Exercise goal:
Search the records for the string "Nodes". Copy each line where it occurs.
== Segment start ==
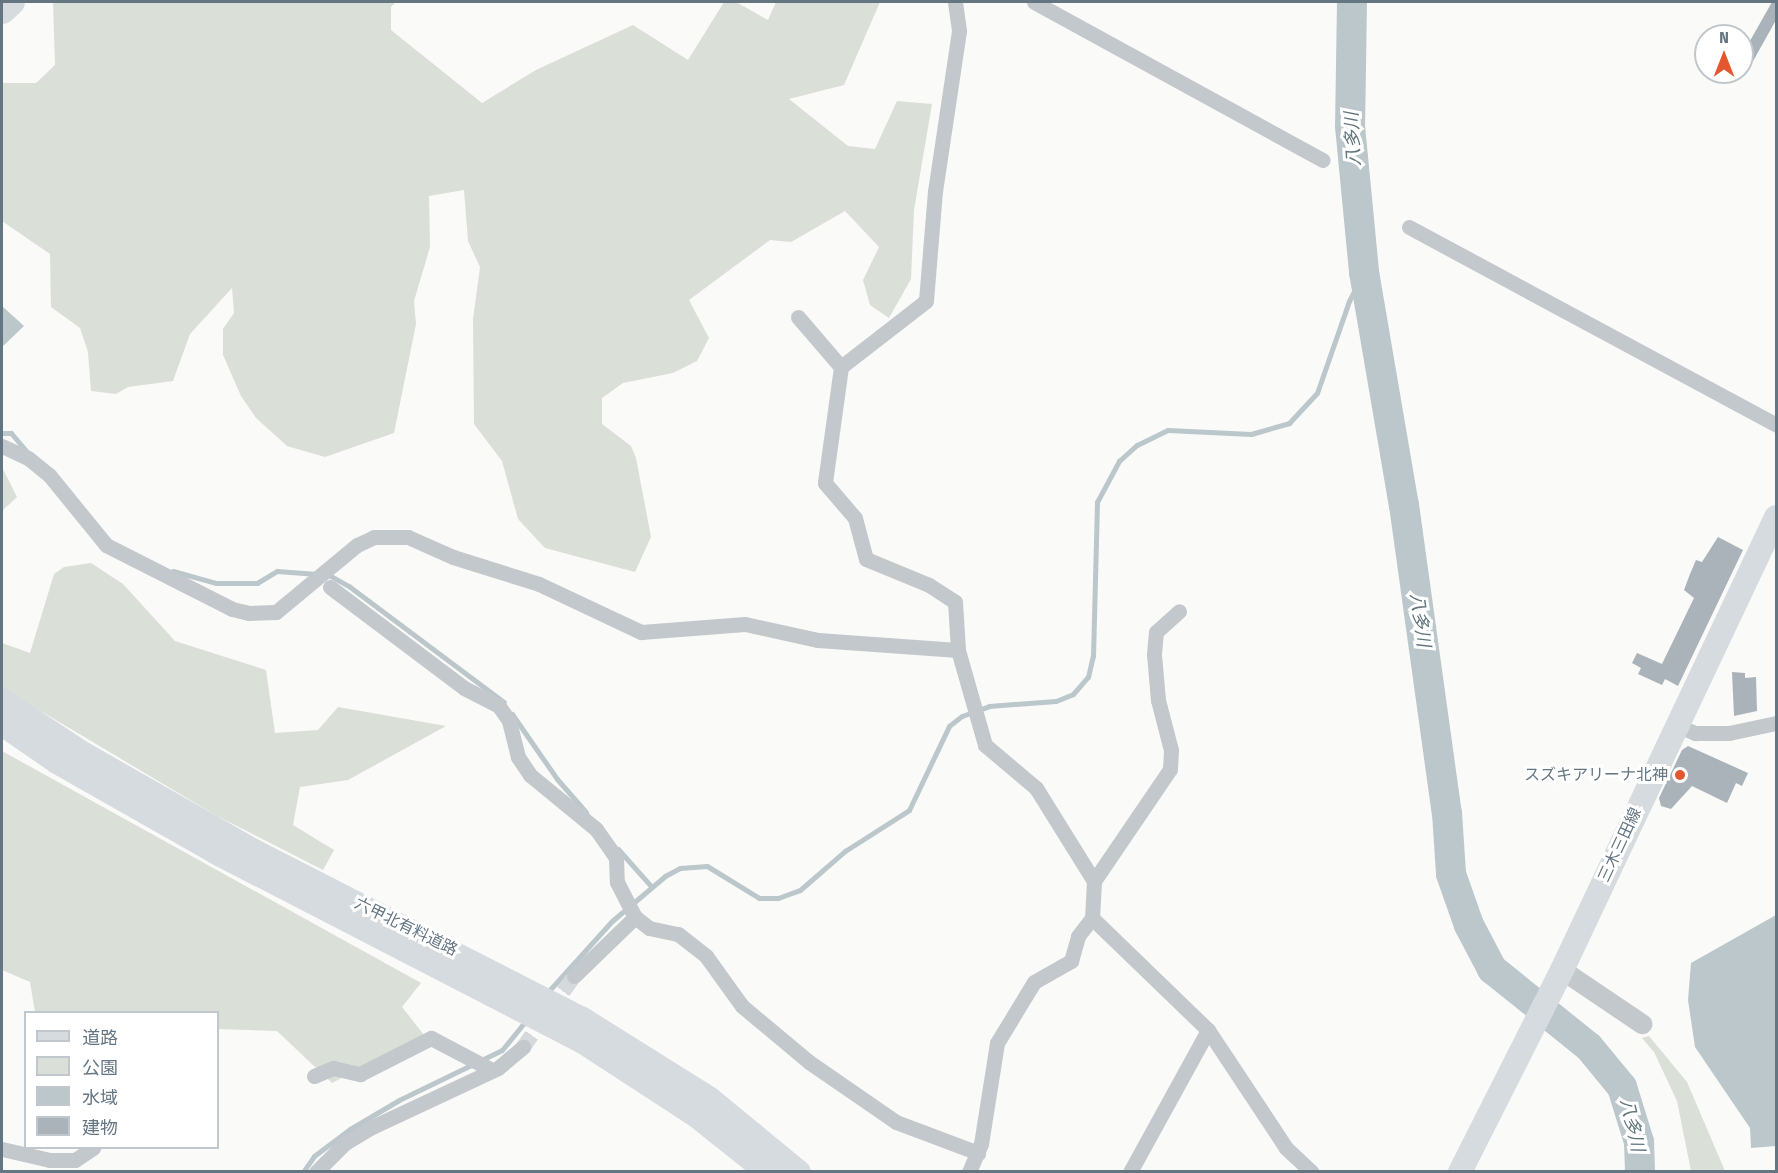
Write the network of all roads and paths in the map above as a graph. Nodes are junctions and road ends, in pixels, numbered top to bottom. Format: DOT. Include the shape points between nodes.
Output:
graph roads {
  1 [pos="11,2"];
  2 [pos="955,2"];
  3 [pos="1034,2"];
  4 [pos="2,10"];
  5 [pos="1323,160"];
  6 [pos="1409,226"];
  7 [pos="798,317"];
  8 [pos="841,367"];
  9 [pos="1776,425"];
  10 [pos="2,446"];
  11 [pos="1776,517"];
  12 [pos="330,587"];
  13 [pos="1179,611"];
  14 [pos="958,650"];
  15 [pos="2,700"];
  16 [pos="1776,723"];
  17 [pos="2,724"];
  18 [pos="1676,725"];
  19 [pos="1094,881"];
  20 [pos="634,916"];
  21 [pos="1092,918"];
  22 [pos="574,976"];
  23 [pos="1556,980"];
  24 [pos="536,1005"];
  25 [pos="1642,1024"];
  26 [pos="1208,1030"];
  27 [pos="523,1047"];
  28 [pos="490,1069"];
  29 [pos="314,1076"];
  30 [pos="704,1108"];
  31 [pos="2,1149"];
  32 [pos="92,1149"];
  33 [pos="978,1153"];
  34 [pos="75,1166"];
  35 [pos="316,1172"];
  36 [pos="767,1172"];
  37 [pos="799,1172"];
  38 [pos="969,1172"];
  39 [pos="1130,1172"];
  40 [pos="1312,1172"];
  41 [pos="1460,1172"];
  1 -- 4 [label="highway"];
  2 -- 8 [label="street" via="959,31 935,191 926,301"];
  3 -- 5 [label="street"];
  6 -- 9 [label="street"];
  7 -- 8 [label="street"];
  8 -- 14 [label="street" via="825,483 855,518 866,559 929,585 955,602"];
  10 -- 14 [label="street" via="28,458 50,476 106,545 232,609 249,613 276,612 357,545 374,537 408,537 453,557 539,584 641,632 745,624 818,640"];
  11 -- 18 [label="main road, 三木三田線"];
  12 -- 20 [label="street" via="464,688 498,705 509,721 518,757 530,775 596,828 616,858 617,882"];
  13 -- 19 [label="street" via="1156,632 1154,654 1158,700 1171,750 1170,769"];
  14 -- 19 [label="street" via="986,745 1036,788"];
  15 -- 24 [label="main road, 六甲北有料道路" via="84,754"];
  16 -- 18 [label="street" via="1729,732 1695,733"];
  17 -- 24 [label="main road, 六甲北有料道路" via="57,762 217,853"];
  18 -- 23 [label="main road, 三木三田線"];
  19 -- 21 [label="street"];
  20 -- 22 [label="street"];
  20 -- 33 [label="street" via="649,928 678,934 697,948 742,1006 809,1062 886,1116"];
  21 -- 26 [label="street"];
  21 -- 33 [label="street" via="1078,936 1071,961 1034,981 997,1043"];
  23 -- 25 [label="street"];
  23 -- 41 [label="main road, 三木三田線"];
  24 -- 30 [label="main road, 六甲北有料道路"];
  26 -- 39 [label="street"];
  26 -- 40 [label="street" via="1286,1148"];
  27 -- 28 [label="street" via="516,1056"];
  28 -- 29 [label="street" via="431,1038 360,1074 333,1068"];
  28 -- 35 [label="street" via="370,1128 345,1143"];
  30 -- 36 [label="main road, 六甲北有料道路"];
  30 -- 37 [label="main road, 六甲北有料道路"];
  31 -- 34 [label="street"];
  32 -- 34 [label="street"];
  33 -- 38 [label="street"];
}
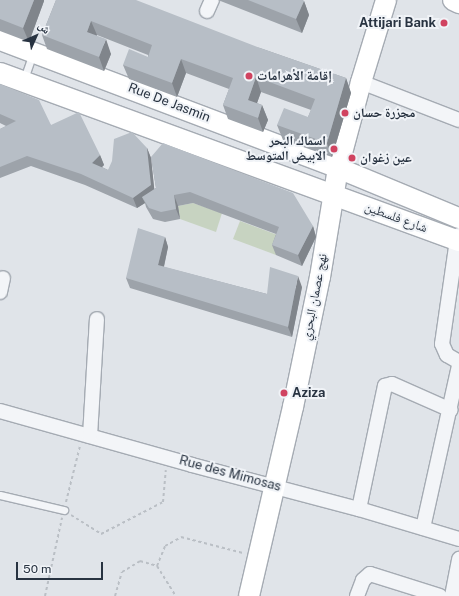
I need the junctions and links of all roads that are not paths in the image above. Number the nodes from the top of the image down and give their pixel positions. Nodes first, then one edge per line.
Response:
1 (386, 0) edge
2 (453, 0) edge
3 (459, 3) edge
4 (0, 40) edge
5 (34, 51) junction
6 (0, 73) edge
7 (23, 81) junction
8 (361, 82) junction
9 (459, 120) edge
10 (338, 168) junction
11 (334, 196) junction
12 (459, 218) edge
13 (458, 238) edge
14 (97, 319) dead end
15 (459, 362) edge
16 (459, 366) edge
17 (450, 410) junction
18 (0, 411) edge
19 (90, 436) junction
20 (276, 486) junction
21 (0, 496) edge
22 (360, 509) junction
23 (64, 510) road end
24 (424, 528) junction
25 (459, 539) edge
26 (459, 559) edge
27 (249, 596) edge
28 (357, 596) edge
29 (440, 596) edge
30 (452, 596) edge

1 - 8 street, نهج عصمان البحري
2 - 3 street
4 - 5 street, Rue De Jasmin
5 - 7 lane
5 - 10 street, Rue De Jasmin
6 - 7 street
7 - 11 street
8 - 9 street
8 - 10 street, نهج عصمان البحري
10 - 11 street, نهج عصمان البحري
10 - 12 street, شارع فلسطين
11 - 13 street, شارع فلسطين
11 - 20 street, نهج عصمان البحري
13 - 15 street
14 - 19 street
16 - 17 street
17 - 22 street
17 - 24 street
18 - 19 street, Rue des Mimosas
19 - 20 street, Rue des Mimosas
20 - 22 street, Rue des Mimosas
20 - 27 street, نهج عصمان البحري
21 - 23 lane
22 - 24 street, Rue des Mimosas
24 - 25 street, Rue des Mimosas
26 - 30 street
28 - 29 street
== Segment end ==
Response area:
Write the network of all roads and paths in the map above as a graph. Nodes are junctions and road ends, in pixels, numbered top to bottom. Format: DOT. Include the shape points between nodes.
I need the junctions and links of all roads that are not paths in the image above. Number the nodes from the top of the image down and give their pixel positions. Nodes first, then one edge per line.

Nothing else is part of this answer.